Data in this study were analyzed with SAS statistical software, version 9.4 (Statistical Analysis Software, Cary, NC, USA).

Results

At the conclusion of the study, the subjects and investigators were unmasked. Subjects taking TA-65 demonstrated improved function by changing from 39.6% reduced thresholds at the start to 31.7% reduced thresholds at 6 months. This improvement was maintained with 32.1% reduced thresholds at the study conclusion. This was compared to the subjects taking the placebo where reduced thresholds were: 41.1% (start) to 39.5%, then 41.8% at conclusion (P=0.04) (Figure 1). Moreover, the TA-65 group improved in the measured macular sensitivity where the average dB (logarithmic attenuation) changed from 25.0 dB at start to 26.1 dB at 6 months and 25.76 at 12 months. This was better than the placebo group that had an average 24.6 dB at start and 24.5 dB at 6 months and 24.39 at the end. (P=0.02) (Figure 2). Representation of a participant with marked improvement in these parameters is seen in the montage of images in Figure 3. The standard deviations (SDs) for the two parameters were: SD for change in reduced thresholds =20.870%. SD for change in average threshold =3.9305 dB.

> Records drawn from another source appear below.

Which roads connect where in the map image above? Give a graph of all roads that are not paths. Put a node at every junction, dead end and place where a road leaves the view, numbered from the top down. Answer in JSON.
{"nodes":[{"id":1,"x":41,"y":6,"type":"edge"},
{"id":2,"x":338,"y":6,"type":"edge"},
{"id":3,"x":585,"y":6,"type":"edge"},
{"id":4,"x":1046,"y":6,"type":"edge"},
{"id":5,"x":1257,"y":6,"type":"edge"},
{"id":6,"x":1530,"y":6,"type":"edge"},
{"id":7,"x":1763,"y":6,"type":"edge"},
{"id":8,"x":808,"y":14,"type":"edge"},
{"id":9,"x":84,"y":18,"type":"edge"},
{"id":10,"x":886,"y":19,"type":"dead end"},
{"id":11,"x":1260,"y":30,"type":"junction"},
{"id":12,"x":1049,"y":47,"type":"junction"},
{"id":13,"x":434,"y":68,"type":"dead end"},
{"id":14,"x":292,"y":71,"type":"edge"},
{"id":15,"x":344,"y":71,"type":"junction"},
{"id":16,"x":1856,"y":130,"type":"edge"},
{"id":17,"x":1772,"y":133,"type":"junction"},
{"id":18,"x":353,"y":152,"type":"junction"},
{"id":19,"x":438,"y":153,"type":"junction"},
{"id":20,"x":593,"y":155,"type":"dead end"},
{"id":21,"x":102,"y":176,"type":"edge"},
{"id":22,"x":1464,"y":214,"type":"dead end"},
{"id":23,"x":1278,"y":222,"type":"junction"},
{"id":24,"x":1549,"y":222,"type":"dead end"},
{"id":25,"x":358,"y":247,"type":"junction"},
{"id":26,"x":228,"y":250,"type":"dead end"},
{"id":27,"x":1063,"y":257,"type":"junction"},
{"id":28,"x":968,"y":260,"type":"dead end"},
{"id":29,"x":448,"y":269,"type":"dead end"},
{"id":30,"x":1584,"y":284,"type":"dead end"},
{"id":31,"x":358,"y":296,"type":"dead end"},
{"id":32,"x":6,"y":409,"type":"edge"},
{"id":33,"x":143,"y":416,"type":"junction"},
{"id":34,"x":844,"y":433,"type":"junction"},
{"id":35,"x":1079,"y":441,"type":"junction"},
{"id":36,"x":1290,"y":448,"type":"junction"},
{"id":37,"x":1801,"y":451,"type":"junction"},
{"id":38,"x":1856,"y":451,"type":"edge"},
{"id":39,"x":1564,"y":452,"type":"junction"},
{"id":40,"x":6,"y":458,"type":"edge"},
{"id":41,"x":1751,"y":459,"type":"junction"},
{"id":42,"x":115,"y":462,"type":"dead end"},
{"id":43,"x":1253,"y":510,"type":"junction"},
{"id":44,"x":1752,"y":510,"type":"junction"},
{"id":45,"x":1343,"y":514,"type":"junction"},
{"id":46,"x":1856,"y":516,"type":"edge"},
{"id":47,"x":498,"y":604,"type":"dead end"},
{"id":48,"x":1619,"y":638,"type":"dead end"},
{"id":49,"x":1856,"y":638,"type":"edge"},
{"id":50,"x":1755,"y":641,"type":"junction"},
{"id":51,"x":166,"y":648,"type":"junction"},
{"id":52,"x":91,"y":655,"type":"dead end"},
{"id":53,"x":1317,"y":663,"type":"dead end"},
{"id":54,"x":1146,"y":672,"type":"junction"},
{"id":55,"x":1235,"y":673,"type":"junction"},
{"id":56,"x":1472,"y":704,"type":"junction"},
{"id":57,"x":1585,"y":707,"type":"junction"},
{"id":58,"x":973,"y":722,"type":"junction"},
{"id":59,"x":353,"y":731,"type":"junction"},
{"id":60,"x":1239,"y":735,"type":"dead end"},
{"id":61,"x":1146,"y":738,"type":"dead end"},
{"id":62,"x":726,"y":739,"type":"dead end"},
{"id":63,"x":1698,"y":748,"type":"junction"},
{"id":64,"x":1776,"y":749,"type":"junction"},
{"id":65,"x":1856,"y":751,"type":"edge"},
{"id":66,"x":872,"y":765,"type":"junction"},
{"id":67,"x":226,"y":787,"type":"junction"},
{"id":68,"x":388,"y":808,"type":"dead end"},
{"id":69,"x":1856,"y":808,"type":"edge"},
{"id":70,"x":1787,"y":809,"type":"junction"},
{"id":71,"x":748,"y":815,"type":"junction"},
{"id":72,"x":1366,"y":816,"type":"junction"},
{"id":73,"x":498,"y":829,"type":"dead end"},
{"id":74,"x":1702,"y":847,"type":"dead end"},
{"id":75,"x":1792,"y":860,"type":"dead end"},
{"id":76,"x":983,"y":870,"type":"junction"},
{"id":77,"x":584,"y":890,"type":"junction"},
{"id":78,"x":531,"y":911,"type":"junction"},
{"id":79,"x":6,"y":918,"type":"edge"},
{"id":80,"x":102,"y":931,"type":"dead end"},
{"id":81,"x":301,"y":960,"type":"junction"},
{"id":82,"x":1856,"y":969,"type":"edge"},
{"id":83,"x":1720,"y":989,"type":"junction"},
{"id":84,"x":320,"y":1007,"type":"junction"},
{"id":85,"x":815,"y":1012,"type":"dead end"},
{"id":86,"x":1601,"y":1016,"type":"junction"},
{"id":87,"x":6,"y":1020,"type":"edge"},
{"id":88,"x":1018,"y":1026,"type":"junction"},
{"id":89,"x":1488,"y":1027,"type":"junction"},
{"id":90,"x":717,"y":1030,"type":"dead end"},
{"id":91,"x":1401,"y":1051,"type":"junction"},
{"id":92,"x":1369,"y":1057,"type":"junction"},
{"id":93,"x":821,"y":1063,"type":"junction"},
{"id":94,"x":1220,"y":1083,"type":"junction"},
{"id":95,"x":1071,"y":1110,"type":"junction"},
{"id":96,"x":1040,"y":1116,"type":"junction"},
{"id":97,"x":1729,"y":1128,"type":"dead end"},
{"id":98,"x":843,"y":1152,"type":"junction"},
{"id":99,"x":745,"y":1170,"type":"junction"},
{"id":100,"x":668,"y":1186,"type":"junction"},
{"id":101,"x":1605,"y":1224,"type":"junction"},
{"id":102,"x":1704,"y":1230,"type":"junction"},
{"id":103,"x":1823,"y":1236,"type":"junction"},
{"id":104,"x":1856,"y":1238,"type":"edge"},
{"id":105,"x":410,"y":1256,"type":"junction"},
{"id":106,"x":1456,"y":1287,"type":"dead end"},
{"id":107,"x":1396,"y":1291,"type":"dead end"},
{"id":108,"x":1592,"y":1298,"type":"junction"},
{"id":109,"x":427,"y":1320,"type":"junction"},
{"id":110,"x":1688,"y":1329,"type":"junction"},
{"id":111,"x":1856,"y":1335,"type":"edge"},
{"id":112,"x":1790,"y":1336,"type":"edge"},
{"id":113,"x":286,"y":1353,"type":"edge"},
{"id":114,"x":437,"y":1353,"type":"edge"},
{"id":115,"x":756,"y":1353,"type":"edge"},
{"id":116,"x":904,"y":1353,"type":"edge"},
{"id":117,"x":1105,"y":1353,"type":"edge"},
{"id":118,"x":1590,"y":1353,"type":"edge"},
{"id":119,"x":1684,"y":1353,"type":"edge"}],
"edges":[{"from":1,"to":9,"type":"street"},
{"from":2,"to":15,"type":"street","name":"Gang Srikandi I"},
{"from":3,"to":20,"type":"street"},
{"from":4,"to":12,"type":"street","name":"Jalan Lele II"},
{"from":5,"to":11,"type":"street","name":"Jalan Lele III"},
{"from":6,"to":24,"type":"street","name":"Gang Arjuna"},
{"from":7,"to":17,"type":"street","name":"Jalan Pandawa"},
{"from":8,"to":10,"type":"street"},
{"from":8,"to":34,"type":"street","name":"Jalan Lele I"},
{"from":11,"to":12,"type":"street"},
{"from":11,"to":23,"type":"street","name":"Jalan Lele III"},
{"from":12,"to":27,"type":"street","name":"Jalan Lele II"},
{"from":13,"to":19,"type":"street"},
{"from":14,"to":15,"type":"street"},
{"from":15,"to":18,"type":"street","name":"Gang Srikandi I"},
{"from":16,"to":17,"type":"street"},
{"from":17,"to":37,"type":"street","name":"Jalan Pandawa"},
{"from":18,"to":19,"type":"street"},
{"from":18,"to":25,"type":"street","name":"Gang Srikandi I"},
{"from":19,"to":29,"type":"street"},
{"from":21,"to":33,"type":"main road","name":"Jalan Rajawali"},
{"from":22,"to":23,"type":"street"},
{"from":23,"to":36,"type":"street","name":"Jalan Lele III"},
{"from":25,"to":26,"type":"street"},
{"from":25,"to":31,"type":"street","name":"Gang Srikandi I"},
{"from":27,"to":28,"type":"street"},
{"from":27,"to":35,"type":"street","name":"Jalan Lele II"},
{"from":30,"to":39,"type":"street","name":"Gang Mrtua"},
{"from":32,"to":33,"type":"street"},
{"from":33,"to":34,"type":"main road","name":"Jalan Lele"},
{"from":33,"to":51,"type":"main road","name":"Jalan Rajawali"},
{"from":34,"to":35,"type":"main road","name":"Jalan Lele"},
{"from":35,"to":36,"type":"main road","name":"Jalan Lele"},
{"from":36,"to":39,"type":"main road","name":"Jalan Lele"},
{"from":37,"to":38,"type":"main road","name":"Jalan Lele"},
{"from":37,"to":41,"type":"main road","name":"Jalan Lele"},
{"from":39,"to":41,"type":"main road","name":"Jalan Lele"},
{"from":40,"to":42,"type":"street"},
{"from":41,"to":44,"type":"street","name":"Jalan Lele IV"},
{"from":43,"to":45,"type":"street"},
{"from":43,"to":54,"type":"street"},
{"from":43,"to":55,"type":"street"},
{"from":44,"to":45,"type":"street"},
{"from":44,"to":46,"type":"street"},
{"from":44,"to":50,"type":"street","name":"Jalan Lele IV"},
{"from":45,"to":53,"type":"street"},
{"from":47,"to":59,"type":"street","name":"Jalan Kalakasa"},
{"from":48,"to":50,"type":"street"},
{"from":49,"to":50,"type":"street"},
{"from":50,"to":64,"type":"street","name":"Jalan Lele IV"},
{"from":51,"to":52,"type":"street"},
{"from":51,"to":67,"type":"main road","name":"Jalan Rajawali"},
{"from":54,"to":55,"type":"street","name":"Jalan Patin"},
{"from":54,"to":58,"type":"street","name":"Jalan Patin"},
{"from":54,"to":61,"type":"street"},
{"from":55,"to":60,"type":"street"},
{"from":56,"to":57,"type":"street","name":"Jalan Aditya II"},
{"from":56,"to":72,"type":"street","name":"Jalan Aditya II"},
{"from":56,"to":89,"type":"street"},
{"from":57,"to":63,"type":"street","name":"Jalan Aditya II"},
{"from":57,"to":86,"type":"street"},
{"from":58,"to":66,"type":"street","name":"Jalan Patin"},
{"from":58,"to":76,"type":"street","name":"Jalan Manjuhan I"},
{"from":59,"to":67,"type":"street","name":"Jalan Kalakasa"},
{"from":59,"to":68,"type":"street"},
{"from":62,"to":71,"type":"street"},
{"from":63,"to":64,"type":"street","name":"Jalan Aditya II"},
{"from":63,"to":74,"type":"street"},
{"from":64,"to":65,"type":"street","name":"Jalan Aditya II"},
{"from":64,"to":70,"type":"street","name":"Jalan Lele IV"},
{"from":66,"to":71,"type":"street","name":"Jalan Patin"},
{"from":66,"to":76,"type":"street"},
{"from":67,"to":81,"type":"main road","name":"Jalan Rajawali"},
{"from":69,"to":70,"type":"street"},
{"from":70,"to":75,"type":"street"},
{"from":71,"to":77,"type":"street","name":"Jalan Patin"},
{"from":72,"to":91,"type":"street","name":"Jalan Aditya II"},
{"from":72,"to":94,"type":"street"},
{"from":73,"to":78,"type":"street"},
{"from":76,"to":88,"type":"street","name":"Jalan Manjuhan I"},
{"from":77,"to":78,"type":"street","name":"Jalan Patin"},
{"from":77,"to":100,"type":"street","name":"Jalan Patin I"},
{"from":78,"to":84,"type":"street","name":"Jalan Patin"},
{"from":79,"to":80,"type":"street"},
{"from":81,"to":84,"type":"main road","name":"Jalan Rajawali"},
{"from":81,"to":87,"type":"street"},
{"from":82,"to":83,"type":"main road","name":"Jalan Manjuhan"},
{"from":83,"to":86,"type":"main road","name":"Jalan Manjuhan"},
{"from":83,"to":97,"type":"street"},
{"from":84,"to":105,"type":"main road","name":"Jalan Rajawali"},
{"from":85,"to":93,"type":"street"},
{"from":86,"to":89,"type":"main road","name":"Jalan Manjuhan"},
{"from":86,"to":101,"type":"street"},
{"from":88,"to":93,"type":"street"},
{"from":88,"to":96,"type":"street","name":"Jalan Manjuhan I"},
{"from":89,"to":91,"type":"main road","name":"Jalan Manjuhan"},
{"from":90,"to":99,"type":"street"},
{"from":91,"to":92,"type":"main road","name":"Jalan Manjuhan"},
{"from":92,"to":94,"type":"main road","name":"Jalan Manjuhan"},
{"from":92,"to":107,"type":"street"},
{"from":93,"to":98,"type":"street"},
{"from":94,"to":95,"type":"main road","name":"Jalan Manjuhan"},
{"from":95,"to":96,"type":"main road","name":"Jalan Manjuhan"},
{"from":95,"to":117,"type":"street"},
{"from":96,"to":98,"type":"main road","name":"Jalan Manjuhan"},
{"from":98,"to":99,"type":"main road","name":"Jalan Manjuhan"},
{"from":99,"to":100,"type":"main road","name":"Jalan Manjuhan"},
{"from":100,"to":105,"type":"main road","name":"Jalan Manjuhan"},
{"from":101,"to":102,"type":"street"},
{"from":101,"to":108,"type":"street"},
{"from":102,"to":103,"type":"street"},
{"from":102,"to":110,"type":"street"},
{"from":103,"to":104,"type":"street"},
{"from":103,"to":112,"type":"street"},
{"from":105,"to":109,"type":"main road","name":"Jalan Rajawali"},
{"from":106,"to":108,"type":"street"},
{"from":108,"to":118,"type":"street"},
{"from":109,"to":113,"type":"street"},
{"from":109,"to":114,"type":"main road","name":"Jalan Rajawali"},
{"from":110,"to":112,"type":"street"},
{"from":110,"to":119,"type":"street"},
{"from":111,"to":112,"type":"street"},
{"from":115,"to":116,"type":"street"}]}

Figure 1 Change in percent reduced thresholds.
Notes: (A) Box and whisker plot showing change in reduced thresholds for the intervention arm receiving TA-65 compared to placebo. (B) Line graph showing improvement as measured in mean change in reduced thresholds manifest at 6 months and continued at 12 months (P-value 0.04).
Abbreviation: TA, telomerase activator.

Figure 2 Change in average threshold.
Notes: (A) Box and whisker plot showing change in average threshold for the intervention arm receiving TA-65 compared to placebo. (B) Line graph showing improvement as measured in average threshold (log dB of light attenuation) manifest at 6 months and continued at 12 months (P-value 0.02).
Abbreviation: TA, telomerase activator.

Figure 3 Montage of images from the right eye of patient number 13.
Notes: (A) Photo of the posterior pole. (B) Optical coherence tomography showing drusen. (C) Micro-perimetry prior to study. (D) Macular function representation prior to study. (E) Micro-perimetry after 1 year of telomerase activator. (F) Macular function representation after 1 year of telomerase activator.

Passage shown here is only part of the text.